FAH-DENG Guest Lecture: “A Genre Beyond Theory: Notes on the History of the Fantastic”
2026-04-22 @ 5:00 pm ~ 6:00 pm
Abstract:
This lecture will investigate the historical development and conceptual instability of the fantastic in literary studies, particularly within Anglophone tradition. Circumventing the definitional disputes that have long polarized criticism, the lecture will foreground a historical approach. It will show that a distinct, self-aware literary genre known as the fantastic, or rather le fantastique, did in fact emerge in France in the 1830s, catalyzed by the reception of E.T.A. Hoffmann’s works.

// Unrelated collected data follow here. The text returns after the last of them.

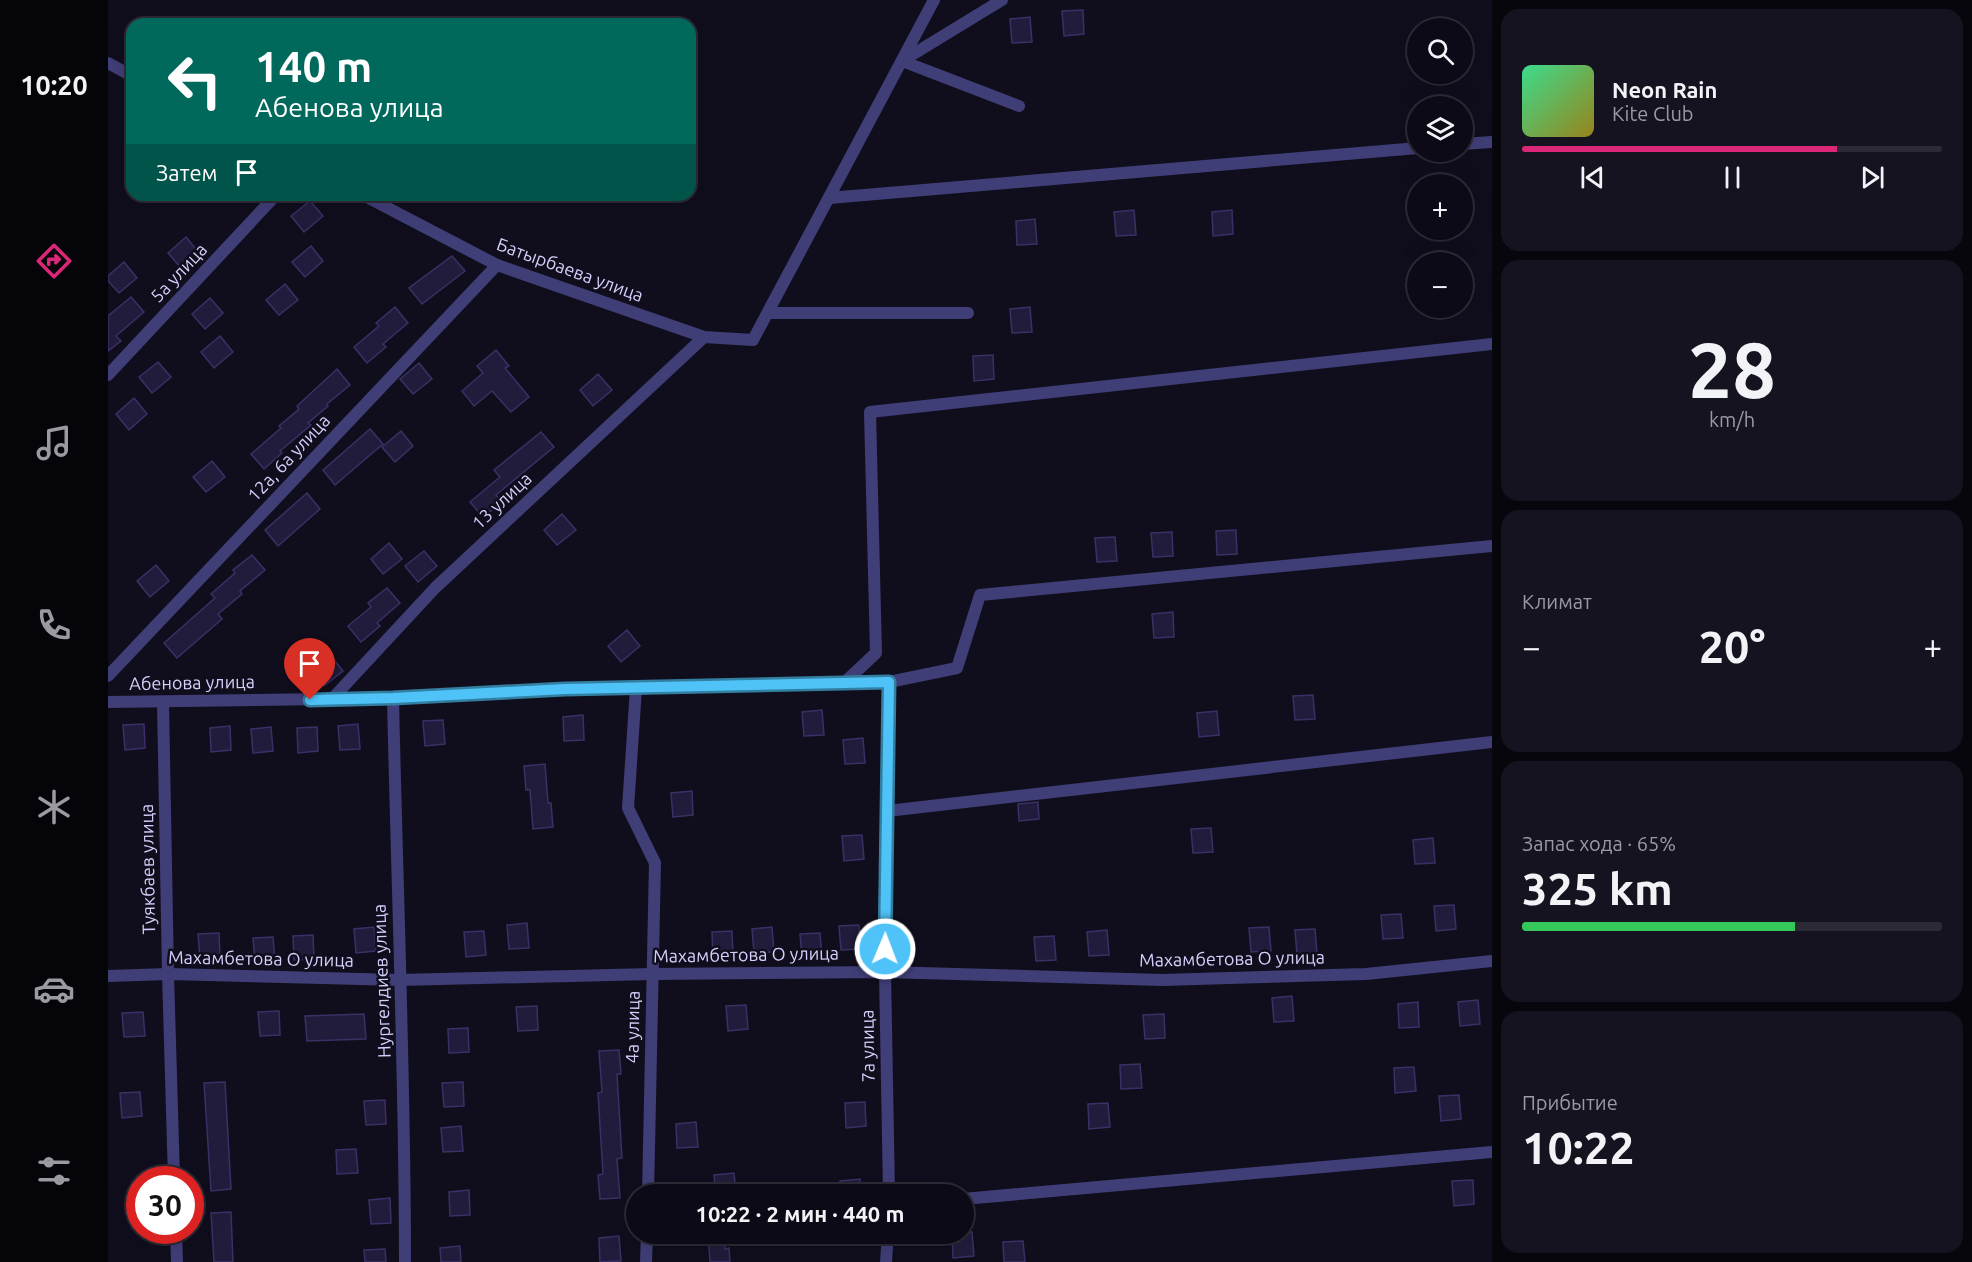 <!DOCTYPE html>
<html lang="ru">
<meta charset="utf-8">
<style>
body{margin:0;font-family:Ubuntu,sans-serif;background:#15131f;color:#f1f3f6;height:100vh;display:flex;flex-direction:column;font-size:22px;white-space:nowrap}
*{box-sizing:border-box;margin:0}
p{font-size:20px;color:#9a9aa1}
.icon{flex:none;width:33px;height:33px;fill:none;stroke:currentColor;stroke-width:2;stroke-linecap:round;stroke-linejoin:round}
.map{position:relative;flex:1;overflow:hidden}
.side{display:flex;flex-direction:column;gap:9px;padding:9px;background:#07060c;width:480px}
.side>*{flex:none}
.hud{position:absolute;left:18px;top:18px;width:570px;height:183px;border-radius:18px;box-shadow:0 6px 24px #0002,0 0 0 2px #2c2b35;background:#00695c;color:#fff;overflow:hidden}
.controls{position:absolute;left:1299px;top:18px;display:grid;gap:12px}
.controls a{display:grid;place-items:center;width:66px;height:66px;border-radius:50%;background:#0c0a16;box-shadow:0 6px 24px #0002,0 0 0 2px #2c2b35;font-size:30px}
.speed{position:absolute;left:18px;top:1166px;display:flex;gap:12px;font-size:30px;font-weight:700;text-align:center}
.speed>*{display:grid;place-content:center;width:78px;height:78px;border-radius:50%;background:#0c0a16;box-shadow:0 6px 24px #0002,0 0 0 2px #2c2b35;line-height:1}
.speed .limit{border:9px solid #d22;background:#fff;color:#111}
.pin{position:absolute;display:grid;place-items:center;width:51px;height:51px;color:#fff;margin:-62px -26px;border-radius:50% 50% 50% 0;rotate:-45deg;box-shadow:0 0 6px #0007}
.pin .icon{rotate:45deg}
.me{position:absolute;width:66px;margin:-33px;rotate:1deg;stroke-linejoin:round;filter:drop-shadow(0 0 4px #0008)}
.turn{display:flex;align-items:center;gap:21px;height:126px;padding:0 30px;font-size:27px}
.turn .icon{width:78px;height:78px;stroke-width:2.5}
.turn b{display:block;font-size:42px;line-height:51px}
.then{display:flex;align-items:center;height:57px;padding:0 30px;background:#0003;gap:12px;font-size:22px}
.big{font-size:45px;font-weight:700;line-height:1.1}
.side .tile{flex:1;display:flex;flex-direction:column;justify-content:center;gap:9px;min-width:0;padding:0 21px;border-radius:18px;background:#15131f}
.side .dial{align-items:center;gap:0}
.dial b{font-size:78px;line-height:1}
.song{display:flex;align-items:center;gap:18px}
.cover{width:72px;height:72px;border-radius:9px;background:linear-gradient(135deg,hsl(150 70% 55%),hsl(50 70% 35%))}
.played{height:6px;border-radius:3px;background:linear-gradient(90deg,#db2777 75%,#2c2b35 75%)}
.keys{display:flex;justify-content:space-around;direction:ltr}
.heat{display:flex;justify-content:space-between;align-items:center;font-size:33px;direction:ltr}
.charge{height:9px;border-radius:4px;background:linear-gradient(90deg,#34c759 65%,#2c2b35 0)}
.trip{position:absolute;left:518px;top:1184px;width:348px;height:60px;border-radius:30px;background:#0c0a16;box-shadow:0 6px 24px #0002,0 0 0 2px #2c2b35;font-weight:700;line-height:60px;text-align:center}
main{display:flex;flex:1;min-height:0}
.dock{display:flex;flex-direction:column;width:108px;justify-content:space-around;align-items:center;background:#050409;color:#9a9aa1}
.dock .icon{width:42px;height:42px}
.dock .on{color:#db2777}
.dock b{font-size:27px;color:#f1f3f6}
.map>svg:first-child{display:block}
.building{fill:#221c3c;stroke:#3b3065;stroke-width:1.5}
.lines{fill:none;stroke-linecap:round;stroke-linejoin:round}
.minor{stroke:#403e77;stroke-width:12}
.route-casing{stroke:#337fa1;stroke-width:15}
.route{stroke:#4fc3f7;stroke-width:10}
.labels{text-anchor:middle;stroke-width:5;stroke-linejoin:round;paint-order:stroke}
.street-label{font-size:18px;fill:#d4cffa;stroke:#100e1d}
</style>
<main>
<nav class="dock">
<b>10:20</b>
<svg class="icon on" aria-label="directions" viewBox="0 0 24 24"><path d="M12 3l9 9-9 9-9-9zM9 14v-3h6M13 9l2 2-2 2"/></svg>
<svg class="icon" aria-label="music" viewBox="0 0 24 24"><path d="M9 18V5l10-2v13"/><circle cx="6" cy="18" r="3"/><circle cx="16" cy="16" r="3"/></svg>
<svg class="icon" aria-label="phone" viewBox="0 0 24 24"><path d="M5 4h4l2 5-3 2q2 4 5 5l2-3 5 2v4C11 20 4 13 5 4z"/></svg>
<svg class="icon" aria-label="climate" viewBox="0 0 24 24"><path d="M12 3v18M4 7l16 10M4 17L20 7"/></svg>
<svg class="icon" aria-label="car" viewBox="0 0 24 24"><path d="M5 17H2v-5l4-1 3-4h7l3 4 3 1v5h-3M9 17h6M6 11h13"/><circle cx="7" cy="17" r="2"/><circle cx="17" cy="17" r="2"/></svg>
<svg class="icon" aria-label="filters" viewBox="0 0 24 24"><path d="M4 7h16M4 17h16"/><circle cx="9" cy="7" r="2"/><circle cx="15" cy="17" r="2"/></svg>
</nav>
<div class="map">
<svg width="1384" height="1262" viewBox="0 0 1384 1262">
<rect width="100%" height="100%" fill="#100e1d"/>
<g class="building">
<polygon points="975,10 976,34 956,36 954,11"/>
<polygon points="922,17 924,42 904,43 902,19"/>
<polygon points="202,201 215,216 196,232 183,216"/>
<polygon points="1026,210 1028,235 1008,236 1006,212"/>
<polygon points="1124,210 1125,234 1105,236 1104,212"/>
<polygon points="927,219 929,244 909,245 908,221"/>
<polygon points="78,237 91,253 73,268 60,253"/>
<polygon points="203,246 215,261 197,277 184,262"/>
<polygon points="344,256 357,271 314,304 301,288"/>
<polygon points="16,262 29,278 11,293 0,281 0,276"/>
<polygon points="177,284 190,300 171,315 158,300"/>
<polygon points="23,297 36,312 8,336 13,341 0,351 0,316"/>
<polygon points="102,298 115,313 97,329 84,314"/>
<polygon points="287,307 300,323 275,344 278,347 259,363 246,347 271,326 268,323"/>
<polygon points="922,307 924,332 904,333 902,309"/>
<polygon points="112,336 125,352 106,368 93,352"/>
<polygon points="388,350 401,366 397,368 421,397 403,412 384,391 366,406 354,391 375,373 369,366"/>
<polygon points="885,355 886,379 866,381 865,356"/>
<polygon points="50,362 63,377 44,393 31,377"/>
<polygon points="311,363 324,379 305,394 292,379"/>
<polygon points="229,369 242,385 219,404 220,406 200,423 203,425 172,451 174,453 156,469 143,454 173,428 171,426 191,409 189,406"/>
<polygon points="490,374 504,390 485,406 472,390"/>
<polygon points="26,398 39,414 21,430 8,414"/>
<polygon points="262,429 275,444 227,485 215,470"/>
<polygon points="293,431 305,446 287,462 274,447"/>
<polygon points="433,432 446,447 388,495 394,502 375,517 362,502 392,477 386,470"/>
<polygon points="104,461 117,477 98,492 85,477"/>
<polygon points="199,493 212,509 170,546 157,530"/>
<polygon points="454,514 468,530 449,545 436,530"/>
<polygon points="1128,530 1129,554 1109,555 1108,531"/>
<polygon points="1064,532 1065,556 1045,557 1043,533"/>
<polygon points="1007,537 1009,561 989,562 987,538"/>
<polygon points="281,543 294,559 275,574 263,559"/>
<polygon points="316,551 329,566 310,582 297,566"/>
<polygon points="144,555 157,570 132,591 134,594 110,614 114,619 69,658 56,643 107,598 103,594 127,573 125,570"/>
<polygon points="48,565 61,581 42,597 29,581"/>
<polygon points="279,588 292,603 269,623 272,626 253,642 240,626 263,607 260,603"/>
<polygon points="1065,612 1066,637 1046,638 1044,614"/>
<polygon points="519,630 532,646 513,662 500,646"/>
<polygon points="222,655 235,671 216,686 203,671"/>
<polygon points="1205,695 1207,719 1187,720 1185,696"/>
<polygon points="714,710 716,735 696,736 694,712"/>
<polygon points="1109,711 1111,735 1091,737 1089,713"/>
<polygon points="475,715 476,740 456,741 455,717"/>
<polygon points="335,720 337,744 317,746 315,721"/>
<polygon points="36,724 37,748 17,750 15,725"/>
<polygon points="250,724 252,749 232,750 230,726"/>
<polygon points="122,726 123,750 103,752 102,728"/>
<polygon points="163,727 165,751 145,753 143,729"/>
<polygon points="209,727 210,751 190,753 189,728"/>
<polygon points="755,738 757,763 737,764 735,740"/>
<polygon points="437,764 440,803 443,803 445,827 425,829 422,790 418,790 416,766"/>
<polygon points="584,791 585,815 565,817 563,793"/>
<polygon points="930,802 931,819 911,821 910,804"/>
<polygon points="1103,828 1105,852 1085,853 1083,829"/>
<polygon points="754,835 756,859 736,861 734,836"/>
<polygon points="1325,838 1327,863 1307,864 1305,840"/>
<polygon points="1346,905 1348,929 1328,931 1326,906"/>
<polygon points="1293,914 1295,938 1275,939 1273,915"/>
<polygon points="419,923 421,948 401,949 399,925"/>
<polygon points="751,925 753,949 733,950 731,926"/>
<polygon points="266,927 268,951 248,953 246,929"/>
<polygon points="664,927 666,952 646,953 644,929"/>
<polygon points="1161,927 1163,951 1143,952 1141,928"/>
<polygon points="1207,929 1209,953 1189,955 1187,930"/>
<polygon points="999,930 1001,955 981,956 979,932"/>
<polygon points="376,931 378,955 358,957 356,932"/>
<polygon points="624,931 625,955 605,957 604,932"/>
<polygon points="111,933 112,957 92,959 90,934"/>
<polygon points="712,933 714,957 694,958 692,934"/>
<polygon points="205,935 206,959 186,960 185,936"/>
<polygon points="946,936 948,960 928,961 926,937"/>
<polygon points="165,937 167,961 147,962 145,938"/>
<polygon points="1184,996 1186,1021 1166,1022 1164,998"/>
<polygon points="1370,1000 1372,1024 1352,1026 1350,1002"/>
<polygon points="1310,1002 1311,1027 1291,1028 1290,1004"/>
<polygon points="638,1005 640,1029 620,1031 618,1006"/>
<polygon points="429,1006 430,1030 410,1031 408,1007"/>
<polygon points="171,1011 172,1035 152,1036 150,1012"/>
<polygon points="35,1012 37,1036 16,1037 14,1013"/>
<polygon points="256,1014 258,1039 199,1041 197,1016"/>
<polygon points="1056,1014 1057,1038 1037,1039 1035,1015"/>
<polygon points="360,1028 361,1052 341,1053 340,1029"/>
<polygon points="511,1050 513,1074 509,1074 514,1158 509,1159 512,1198 492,1199 490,1175 495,1174 490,1093 494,1092 491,1051"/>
<polygon points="1032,1064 1034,1088 1013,1089 1012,1065"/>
<polygon points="1306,1067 1308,1091 1287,1093 1286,1068"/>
<polygon points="117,1082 123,1189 103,1191 96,1083"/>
<polygon points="355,1082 356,1106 336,1107 334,1083"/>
<polygon points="32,1092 34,1116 14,1118 12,1093"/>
<polygon points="1351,1095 1353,1119 1333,1121 1331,1096"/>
<polygon points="277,1100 278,1124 258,1125 256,1101"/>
<polygon points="757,1102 758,1126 738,1128 737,1103"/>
<polygon points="1000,1103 1002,1127 981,1129 980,1104"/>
<polygon points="588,1122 590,1147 569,1148 568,1124"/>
<polygon points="353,1126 355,1151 335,1152 333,1128"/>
<polygon points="248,1149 250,1173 229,1174 228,1150"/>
<polygon points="626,1173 628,1194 608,1194 606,1175"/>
<polygon points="752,1179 753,1194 733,1194 732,1181"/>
<polygon points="1365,1180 1366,1204 1346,1206 1344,1181"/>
<polygon points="361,1190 362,1215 342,1216 341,1192"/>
<polygon points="282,1198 283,1223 263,1224 261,1200"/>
<polygon points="123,1212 125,1262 106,1262 103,1213"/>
<polygon points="855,1232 864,1232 866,1256 845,1258 844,1233"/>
<polygon points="600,1233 616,1233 617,1249 621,1248 622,1262 602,1262"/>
<polygon points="511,1236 513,1261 492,1262 491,1238"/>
<polygon points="915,1241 917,1262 896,1262 895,1242"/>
<polygon points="352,1246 353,1262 333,1262 332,1248"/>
<polygon points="277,1249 278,1262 257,1262 256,1250"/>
</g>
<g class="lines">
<g class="minor">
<polyline points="894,0 794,61 911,106"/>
<polyline points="0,63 24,76"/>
<polyline points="1354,144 1384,142"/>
<polyline points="255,195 389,265 596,337 645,340 826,0"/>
<polyline points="721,198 1310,148"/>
<polyline points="660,313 860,313"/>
<polyline points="0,375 168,195"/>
<polyline points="0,676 389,265"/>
<polyline points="736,683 768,653 762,412 1384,344"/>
<polyline points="528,688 520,808 547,863 540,1194"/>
<path d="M285 698C289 886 297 1074 297 1262"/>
<polyline points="224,699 327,588 596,337"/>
<polyline points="0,702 285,698 457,689 781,682 849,668 872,595 1384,546"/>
<polyline points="55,702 60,974 66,1179"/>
<polyline points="779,811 1384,742"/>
<polyline points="0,976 60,974 291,980 544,974 777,972 1054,980 1258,974 1384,961"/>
<polyline points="781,1194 777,972 781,682"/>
<polyline points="855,1199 1384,1152"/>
<polyline points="68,1230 69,1262"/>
<polyline points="538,1262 539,1233"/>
<polyline points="778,1262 780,1233"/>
</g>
</g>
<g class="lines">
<defs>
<polyline id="route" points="202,700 285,698 457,689 781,682 777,949"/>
</defs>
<use href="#route" class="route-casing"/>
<use href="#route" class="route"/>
</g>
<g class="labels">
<g class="street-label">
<text transform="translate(462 270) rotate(20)" y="6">Батырбаева улица</text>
<text transform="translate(71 273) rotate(-47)" y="6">5а улица</text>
<text transform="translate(181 458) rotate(-47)" y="6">12а, 6а улица</text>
<text transform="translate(394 501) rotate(-43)" y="6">13 улица</text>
<text transform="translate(84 683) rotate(-1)" y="6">Абенова улица</text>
<text transform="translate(40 869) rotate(-91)" y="6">Туякбаев улица</text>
<text transform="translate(638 955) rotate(-1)" y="6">Махамбетова О улица</text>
<text transform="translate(153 959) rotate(1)" y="6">Махамбетова О улица</text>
<text transform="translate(1124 959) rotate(-1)" y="6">Махамбетова О улица</text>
<text transform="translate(274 981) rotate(-92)" y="6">Нургелдиев улица</text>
<text transform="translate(525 1027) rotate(-89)" y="6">4а улица</text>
<text transform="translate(760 1046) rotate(-91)" y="6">7а улица</text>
</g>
</g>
</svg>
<div class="controls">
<a><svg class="icon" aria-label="search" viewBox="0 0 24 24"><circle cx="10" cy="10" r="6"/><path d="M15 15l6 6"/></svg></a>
<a><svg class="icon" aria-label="layers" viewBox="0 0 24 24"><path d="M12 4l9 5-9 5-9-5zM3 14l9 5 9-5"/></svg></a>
<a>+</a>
<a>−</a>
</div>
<div class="speed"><div class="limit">30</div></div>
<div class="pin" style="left:202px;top:700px;background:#d93025"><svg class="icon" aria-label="arrive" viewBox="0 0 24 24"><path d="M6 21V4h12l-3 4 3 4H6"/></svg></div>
<svg class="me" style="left:777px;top:949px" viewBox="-20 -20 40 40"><circle r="17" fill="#4fc3f7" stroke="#fff" stroke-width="3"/><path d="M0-11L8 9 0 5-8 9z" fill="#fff"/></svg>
<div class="trip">10:22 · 2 мин · 440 m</div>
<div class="hud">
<div class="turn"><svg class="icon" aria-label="left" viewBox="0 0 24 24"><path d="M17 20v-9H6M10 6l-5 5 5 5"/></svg><div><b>140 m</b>Абенова улица</div></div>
<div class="then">Затем<svg class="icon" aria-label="arrive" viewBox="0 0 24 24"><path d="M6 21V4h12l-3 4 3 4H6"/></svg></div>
</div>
</div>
<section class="side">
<div class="tile">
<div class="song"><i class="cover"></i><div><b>Neon Rain</b><p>Kite Club</p></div></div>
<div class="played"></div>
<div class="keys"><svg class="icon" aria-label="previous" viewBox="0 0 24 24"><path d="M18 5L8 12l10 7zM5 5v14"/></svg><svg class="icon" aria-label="pause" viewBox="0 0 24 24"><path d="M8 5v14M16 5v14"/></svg><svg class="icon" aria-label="next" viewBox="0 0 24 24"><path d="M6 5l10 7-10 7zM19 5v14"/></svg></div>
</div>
<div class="tile dial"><b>28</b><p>km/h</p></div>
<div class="tile"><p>Климат</p>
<div class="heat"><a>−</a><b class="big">20°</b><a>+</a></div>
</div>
<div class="tile"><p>Запас хода · 65%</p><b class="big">325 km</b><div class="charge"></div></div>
<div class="tile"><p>Прибытие</p><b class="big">10:22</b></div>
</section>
</main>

Through historiographic reconstruction, the lecture will reveal how the fantastic was shaped by a coherent oversimplification of Hoffmann’s poetics, as well as by market forces, and national intellectual traditions. French critics and writers such as J.-J. Ampère, P. Duvergier de Hauranne, T. Gautier, and Ch.-Au. de Sainte-Beuve codified this genre around a distinctive tension between the real and the extraordinary—following a binary structure that would later inform many twentieth-century academic theories. While acknowledging later transformations and hybridizations, I will assert that understanding the historical specificity of the fantastic is vital for clarifying its place within non-realistic literature, and for resisting the conceptual flattening of its identity in critical discourse. In particular, I will critique the problematic absence—or superficial treatment—of the fantastic in contemporary scholarship on the gothic and the weird, arguing that a transgeneric approach would prove more fruitful when investigating nineteenth-century non-realistic and/or supernatural literature.
Biography:
Ezio Puglia is currently Lecturer in Comparative Literature at Zhengzhou University. He obtained his Ph.D. in Italian Studies and Comparative Literature from the University of Bologna in 2012, with a dissertation on the image of things in nineteenth- and twentieth-century fantastic fiction, encompassing German, French, American, and Italian literature. In 2016, he completed a postdoctoral fellowship at the University of Luxembourg (AFR – Marie Curie Post-Doctoral Research Grant), and in 2018, he served as Associate Scholar at the Italian Academy for Advanced Studies in America, Columbia University, where he conducted research on the earliest specimens of the written fairy tale, focusing on the Renaissance and Baroque narratives of G. F. Straparola and G. B. Basile.